Spironolactone is my go to here.

  • Not typically taught, but this is my experience and if I looked I’m sure I can find an article to support this.
  • I don’t go higher than 25 mg a day if I’m using it for proteinuria or HTN (primary hyperaldosteronism or refractory hypokalemia would be the exception).
  • Side effects: hyperkalemia (always check bmp 1-2 weeks after starting) and gynecomastia, usually don’t see that at 25 mg.

Eplerenone

  • Supposed to be more specific to mineralocorticoid receptors so it doesn’t cause gynecomastia
  • It’s also less potent than spironolactone. I don’t use it much.

Finerenone is the new kid on the block.

  • Approved for diabetics (at least when I wrote this). Sure they’ll be looking for (and get) approval for non diabetic CKD.
  • Supposedly less prone to hyperkalemia than spironolactone, but still check for it.
  • I’ll look to use this in a diabetic with overt proteinuria, already on a full dose RAAS blocker, with BP at or close to target and borderline high potassium. Cost is a consideration here.

SGLT 2 inhibitors

Diabetic med that is licensed for non diabetic CKD.   Interesting how it works for proteinuria.  RAAS blockers affect the efferent arteriole (leaving the glomerulus), SGLT 2 inhibitors affect the afferent arteriole (entering the glomerulus).  Using both together is a cool synergy at least from a physiologic perspective.

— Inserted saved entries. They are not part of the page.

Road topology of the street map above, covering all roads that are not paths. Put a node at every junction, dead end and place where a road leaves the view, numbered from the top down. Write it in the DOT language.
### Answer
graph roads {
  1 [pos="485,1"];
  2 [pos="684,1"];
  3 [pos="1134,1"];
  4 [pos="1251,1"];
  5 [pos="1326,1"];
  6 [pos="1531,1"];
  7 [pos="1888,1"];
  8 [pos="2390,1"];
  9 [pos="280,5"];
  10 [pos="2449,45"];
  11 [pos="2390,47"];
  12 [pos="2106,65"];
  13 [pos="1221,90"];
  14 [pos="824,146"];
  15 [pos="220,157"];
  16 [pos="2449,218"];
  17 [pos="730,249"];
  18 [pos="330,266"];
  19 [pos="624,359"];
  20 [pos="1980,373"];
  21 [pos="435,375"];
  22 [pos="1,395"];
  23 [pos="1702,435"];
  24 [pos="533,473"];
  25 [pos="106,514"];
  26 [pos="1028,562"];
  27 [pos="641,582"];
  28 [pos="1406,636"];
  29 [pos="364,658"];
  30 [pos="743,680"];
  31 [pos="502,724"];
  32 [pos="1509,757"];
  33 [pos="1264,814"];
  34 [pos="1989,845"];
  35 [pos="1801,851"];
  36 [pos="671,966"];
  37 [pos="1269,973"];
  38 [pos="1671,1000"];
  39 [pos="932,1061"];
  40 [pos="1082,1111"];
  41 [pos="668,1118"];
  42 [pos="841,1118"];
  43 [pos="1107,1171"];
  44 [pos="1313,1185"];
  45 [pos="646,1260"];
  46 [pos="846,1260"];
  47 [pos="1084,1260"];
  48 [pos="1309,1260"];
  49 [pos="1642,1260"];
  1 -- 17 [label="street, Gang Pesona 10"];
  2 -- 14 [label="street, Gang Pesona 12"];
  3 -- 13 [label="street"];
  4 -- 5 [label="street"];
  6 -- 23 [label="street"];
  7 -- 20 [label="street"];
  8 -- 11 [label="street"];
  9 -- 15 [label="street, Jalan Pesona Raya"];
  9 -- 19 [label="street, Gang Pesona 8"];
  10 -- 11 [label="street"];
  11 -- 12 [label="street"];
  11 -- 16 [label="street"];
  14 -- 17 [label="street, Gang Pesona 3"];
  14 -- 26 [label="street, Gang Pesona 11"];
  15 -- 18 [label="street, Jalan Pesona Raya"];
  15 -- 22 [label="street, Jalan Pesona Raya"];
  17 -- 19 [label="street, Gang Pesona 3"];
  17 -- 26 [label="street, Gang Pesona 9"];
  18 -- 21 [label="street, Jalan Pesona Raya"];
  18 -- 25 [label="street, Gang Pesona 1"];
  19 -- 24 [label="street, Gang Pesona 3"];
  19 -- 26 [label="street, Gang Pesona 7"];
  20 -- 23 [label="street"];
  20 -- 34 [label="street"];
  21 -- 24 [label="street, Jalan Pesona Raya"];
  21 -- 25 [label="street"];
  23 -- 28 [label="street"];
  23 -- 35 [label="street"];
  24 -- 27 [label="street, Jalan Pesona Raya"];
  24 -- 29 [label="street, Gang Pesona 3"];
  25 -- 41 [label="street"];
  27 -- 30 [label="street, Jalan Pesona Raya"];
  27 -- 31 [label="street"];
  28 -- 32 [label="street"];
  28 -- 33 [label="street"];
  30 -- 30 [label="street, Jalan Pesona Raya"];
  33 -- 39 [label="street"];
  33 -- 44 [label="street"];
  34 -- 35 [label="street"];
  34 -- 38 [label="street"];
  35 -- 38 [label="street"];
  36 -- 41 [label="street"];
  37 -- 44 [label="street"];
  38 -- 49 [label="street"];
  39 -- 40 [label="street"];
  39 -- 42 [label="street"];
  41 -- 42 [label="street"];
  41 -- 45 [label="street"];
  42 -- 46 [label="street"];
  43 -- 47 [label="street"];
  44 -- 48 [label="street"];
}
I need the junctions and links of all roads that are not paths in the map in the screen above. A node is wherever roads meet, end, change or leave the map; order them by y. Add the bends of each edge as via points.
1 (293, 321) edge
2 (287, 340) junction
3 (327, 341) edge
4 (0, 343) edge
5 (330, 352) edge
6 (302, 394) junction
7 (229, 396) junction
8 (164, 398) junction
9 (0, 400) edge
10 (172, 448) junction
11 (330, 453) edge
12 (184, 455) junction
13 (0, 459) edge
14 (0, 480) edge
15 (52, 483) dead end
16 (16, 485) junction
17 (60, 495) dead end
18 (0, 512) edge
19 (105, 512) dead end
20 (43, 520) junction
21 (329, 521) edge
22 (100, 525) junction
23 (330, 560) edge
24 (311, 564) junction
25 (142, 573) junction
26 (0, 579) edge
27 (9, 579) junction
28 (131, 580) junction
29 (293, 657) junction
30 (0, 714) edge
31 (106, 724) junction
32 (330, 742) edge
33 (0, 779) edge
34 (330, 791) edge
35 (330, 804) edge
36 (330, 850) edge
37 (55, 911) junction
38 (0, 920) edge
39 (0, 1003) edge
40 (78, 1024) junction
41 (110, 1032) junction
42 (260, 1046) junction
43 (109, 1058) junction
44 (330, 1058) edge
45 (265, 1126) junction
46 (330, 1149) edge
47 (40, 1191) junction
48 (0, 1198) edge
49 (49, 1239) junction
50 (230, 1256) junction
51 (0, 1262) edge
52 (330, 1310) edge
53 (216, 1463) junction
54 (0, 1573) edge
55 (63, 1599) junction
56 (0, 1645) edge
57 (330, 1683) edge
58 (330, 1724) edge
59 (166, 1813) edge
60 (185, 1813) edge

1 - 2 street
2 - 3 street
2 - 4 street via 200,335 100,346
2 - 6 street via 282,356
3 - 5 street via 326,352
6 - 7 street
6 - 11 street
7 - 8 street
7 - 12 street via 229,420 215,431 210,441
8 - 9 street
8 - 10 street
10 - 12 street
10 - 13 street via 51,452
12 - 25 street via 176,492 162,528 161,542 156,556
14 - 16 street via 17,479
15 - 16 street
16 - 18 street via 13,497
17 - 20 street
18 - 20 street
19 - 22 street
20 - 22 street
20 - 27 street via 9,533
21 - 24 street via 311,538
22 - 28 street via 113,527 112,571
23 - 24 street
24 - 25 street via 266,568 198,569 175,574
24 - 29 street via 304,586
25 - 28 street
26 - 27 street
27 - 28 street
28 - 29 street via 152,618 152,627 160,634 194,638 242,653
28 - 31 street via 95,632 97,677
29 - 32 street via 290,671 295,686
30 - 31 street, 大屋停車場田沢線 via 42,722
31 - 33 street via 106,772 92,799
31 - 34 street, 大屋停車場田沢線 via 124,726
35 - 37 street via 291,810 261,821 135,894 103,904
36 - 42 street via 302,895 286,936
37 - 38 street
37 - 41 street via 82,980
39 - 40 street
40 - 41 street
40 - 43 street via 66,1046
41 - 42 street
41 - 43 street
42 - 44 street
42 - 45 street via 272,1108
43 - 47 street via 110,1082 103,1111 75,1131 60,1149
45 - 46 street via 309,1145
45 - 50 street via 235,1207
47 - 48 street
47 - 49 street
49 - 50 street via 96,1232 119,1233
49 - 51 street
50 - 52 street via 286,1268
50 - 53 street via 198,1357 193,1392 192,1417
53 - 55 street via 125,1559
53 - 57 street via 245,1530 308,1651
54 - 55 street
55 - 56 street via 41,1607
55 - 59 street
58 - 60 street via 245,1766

  • I’m using this in patients who still have overt proteinuria on full dose RAAS blocker and either already on or can’t tolerate chlorthalidone or spironolactone.
  • I’m not convinced of benefit (or at least benefit worth the expense or side effects) in CKD patients without proteinuria or with microalbuminuria. See figure 2 in the following article:

https://www.nejm.org/doi/full/10.1056/NEJMoa2204233

The forest plot crosses 1 for those patients.

  • I’m also looking for reasons not to use this drug given the adverse effect profile which mainly is UTI’s and fournier’s gangrene. Don’t use it in patients at risk for these.

My Approach

How low do I go?

Microalbuminuria

  • Keep it there, prevent it from going to the next range. If I can get it back to normal even better, but I’m not going to go crazy using 3 or 4 different meds to try and do that.

Overt proteinuria

  • My goal is to get it less than 300 mcg/mg albumin/500 mg/g protein
  • It’s all a continuum lower is better. If I can’t get the protein creatinine ratio less than 500 mg/g I try for less than 1,000 mg/g.
  • If nephrotic range, maybe I can’t get the protein creatinine ratio to less than 1,000mg/g. If can decrease it by 50% helped the patient.